Not every toothache signals a major problem. Something as simple as a popcorn hull wedged under the gumline, a sinus infection pressing on upper tooth roots, or temporary gum irritation from aggressive brushing can all mimic a toothache. Try flossing gently around the painful area to dislodge any trapped debris.
Signs That Need Urgent Attention
Most toothaches are uncomfortable but not dangerous. A dental infection that spreads, however, is a different situation. Watch for these warning signs, which suggest the infection is moving beyond the tooth:
- Swelling in your face, jaw, or neck
- Fever or feeling generally unwell
- Difficulty opening your mouth or swallowing
- Swollen, tender lymph nodes under your jaw
- A persistent foul taste or chronic bad breath
Difficulty swallowing or breathing is the most serious red flag. A dental infection that spreads into the neck can compromise your airway, and this requires emergency care, not a dental appointment.
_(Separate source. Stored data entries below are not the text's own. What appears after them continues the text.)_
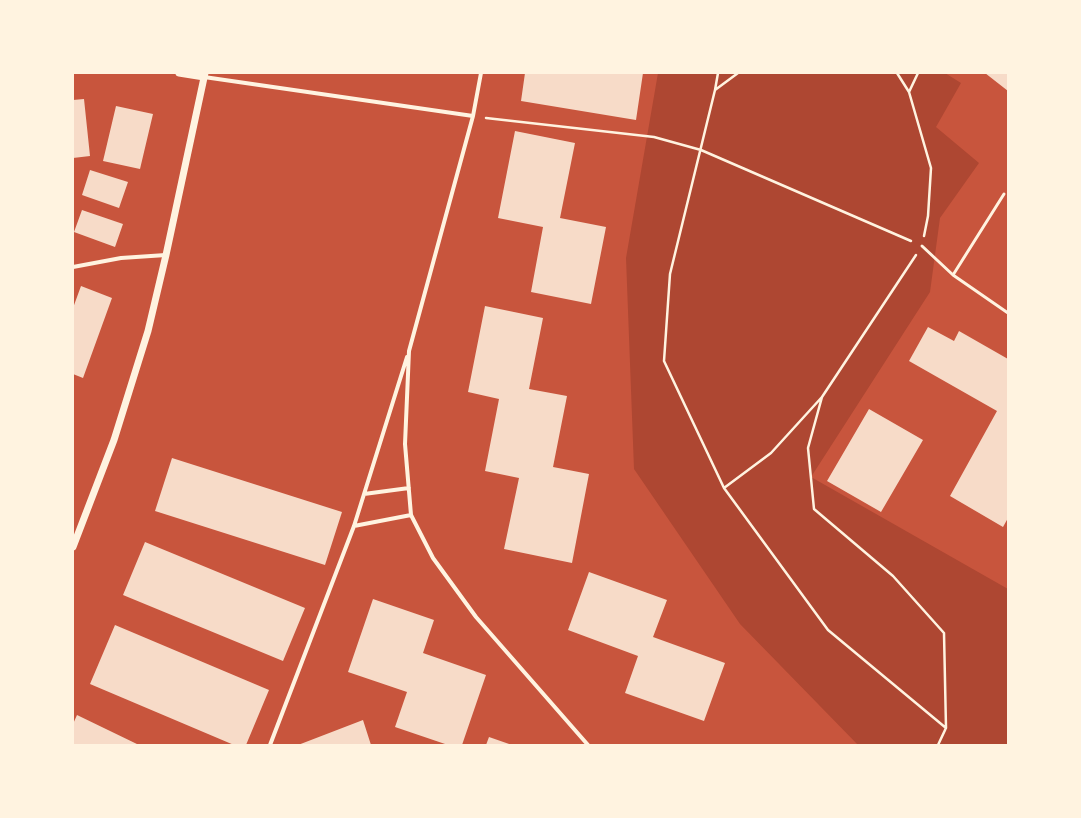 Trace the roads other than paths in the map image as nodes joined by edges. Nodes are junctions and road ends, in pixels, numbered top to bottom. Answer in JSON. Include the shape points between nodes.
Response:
{"nodes":[{"id":1,"x":179,"y":73,"type":"edge"},
{"id":2,"x":481,"y":73,"type":"edge"},
{"id":3,"x":204,"y":75,"type":"edge"},
{"id":4,"x":473,"y":116,"type":"junction"},
{"id":5,"x":1004,"y":194,"type":"dead end"},
{"id":6,"x":922,"y":246,"type":"road end"},
{"id":7,"x":166,"y":255,"type":"junction"},
{"id":8,"x":73,"y":267,"type":"edge"},
{"id":9,"x":953,"y":275,"type":"junction"},
{"id":10,"x":1008,"y":313,"type":"edge"},
{"id":11,"x":409,"y":351,"type":"junction"},
{"id":12,"x":409,"y":488,"type":"junction"},
{"id":13,"x":364,"y":494,"type":"junction"},
{"id":14,"x":411,"y":515,"type":"junction"},
{"id":15,"x":354,"y":526,"type":"junction"},
{"id":16,"x":73,"y":547,"type":"edge"},
{"id":17,"x":270,"y":745,"type":"edge"},
{"id":18,"x":588,"y":745,"type":"edge"}],
"edges":[{"from":1,"to":3,"type":"street"},
{"from":2,"to":4,"type":"street"},
{"from":3,"to":4,"type":"street"},
{"from":3,"to":7,"type":"street"},
{"from":4,"to":11,"type":"street"},
{"from":5,"to":9,"type":"lane"},
{"from":6,"to":9,"type":"lane"},
{"from":7,"to":8,"type":"street","via":[[121,258]]},
{"from":7,"to":16,"type":"street","via":[[148,331],[114,440]]},
{"from":9,"to":10,"type":"lane"},
{"from":11,"to":12,"type":"street","via":[[405,444]]},
{"from":11,"to":13,"type":"street"},
{"from":12,"to":13,"type":"street"},
{"from":12,"to":14,"type":"street"},
{"from":13,"to":15,"type":"street"},
{"from":14,"to":15,"type":"street"},
{"from":14,"to":18,"type":"street","via":[[433,558],[476,618]]},
{"from":15,"to":17,"type":"street"}]}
Fever with facial swelling also warrants same-day treatment, as you’ll likely need antibiotics to stop the infection from progressing.
What to Expect at the Dentist
The dentist will tap on your teeth, test them with hot and cold, and likely take an X-ray to see what’s happening below the surface. Based on what they find, treatment falls into a few categories. A small cavity means a straightforward filling, often done in the same visit. A deeper infection that has reached the nerve typically calls for a root canal, which is usually completed in one or two appointments and feels similar to getting a filling once you’re numb. If the tooth is too damaged to repair, extraction followed by a replacement option will be discussed.
The pain relief strategies above are effective stopgaps, but they’re treating the symptom. A cavity doesn’t heal on its own the way a cut on your skin does. Tooth structure, once lost, doesn’t regenerate. The sooner the underlying problem is addressed, the simpler and less expensive the fix tends to be.